[Collected data]
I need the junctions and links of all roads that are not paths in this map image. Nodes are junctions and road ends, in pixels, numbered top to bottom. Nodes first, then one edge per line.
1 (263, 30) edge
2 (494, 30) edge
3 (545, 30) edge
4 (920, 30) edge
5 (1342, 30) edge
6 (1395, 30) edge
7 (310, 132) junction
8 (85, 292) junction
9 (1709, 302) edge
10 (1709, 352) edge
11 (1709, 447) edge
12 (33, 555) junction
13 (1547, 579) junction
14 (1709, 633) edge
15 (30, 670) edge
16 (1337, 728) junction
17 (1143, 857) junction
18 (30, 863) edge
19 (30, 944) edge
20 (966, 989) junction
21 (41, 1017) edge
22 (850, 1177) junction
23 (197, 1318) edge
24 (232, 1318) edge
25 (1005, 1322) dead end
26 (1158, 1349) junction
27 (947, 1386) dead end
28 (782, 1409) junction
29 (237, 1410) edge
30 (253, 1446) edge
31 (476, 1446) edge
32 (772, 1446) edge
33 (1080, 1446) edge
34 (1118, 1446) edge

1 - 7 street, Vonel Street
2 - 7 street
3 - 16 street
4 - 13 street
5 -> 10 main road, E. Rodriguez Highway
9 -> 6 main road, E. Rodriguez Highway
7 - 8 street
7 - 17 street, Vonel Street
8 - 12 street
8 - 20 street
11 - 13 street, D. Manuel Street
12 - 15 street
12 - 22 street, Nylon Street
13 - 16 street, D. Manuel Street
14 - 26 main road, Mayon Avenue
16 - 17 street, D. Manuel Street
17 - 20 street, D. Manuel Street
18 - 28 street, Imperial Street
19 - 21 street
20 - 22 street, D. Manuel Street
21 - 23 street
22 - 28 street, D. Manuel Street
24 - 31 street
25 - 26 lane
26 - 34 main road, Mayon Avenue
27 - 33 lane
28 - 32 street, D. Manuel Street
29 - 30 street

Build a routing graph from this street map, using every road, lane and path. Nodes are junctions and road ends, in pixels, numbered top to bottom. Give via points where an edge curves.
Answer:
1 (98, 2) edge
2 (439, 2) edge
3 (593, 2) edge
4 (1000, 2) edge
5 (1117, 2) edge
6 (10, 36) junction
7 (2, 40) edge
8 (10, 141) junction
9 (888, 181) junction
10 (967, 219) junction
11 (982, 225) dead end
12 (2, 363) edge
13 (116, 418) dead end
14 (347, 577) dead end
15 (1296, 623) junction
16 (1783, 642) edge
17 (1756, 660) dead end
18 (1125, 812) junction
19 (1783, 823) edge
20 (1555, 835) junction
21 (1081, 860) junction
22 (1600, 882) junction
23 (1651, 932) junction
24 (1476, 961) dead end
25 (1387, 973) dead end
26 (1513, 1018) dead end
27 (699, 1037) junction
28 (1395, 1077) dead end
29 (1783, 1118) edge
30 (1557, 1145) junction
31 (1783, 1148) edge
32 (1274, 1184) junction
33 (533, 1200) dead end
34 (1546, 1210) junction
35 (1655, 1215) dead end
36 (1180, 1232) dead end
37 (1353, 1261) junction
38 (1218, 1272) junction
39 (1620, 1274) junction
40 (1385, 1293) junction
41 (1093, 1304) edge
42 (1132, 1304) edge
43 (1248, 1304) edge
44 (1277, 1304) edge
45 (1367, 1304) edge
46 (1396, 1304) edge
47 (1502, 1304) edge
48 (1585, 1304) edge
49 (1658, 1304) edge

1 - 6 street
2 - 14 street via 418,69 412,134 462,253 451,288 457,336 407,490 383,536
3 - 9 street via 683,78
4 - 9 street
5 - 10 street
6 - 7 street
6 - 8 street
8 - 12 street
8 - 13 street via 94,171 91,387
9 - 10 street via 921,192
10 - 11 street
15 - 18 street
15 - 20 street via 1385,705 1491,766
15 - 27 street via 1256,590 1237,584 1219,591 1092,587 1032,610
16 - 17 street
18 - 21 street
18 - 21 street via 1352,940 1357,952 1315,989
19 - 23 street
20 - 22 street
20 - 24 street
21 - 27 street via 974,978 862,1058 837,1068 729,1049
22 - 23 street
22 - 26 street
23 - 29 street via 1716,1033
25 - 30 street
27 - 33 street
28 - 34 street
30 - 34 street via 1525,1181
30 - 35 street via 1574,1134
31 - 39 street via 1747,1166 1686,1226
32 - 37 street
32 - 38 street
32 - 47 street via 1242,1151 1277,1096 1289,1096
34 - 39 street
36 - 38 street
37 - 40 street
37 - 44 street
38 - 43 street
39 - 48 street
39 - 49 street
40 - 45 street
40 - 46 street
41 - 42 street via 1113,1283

• What to work on: Copy out the lines of the data where the string "Vonel" occurs.

• Answer for this exercise:
1 - 7 street, Vonel Street
7 - 17 street, Vonel Street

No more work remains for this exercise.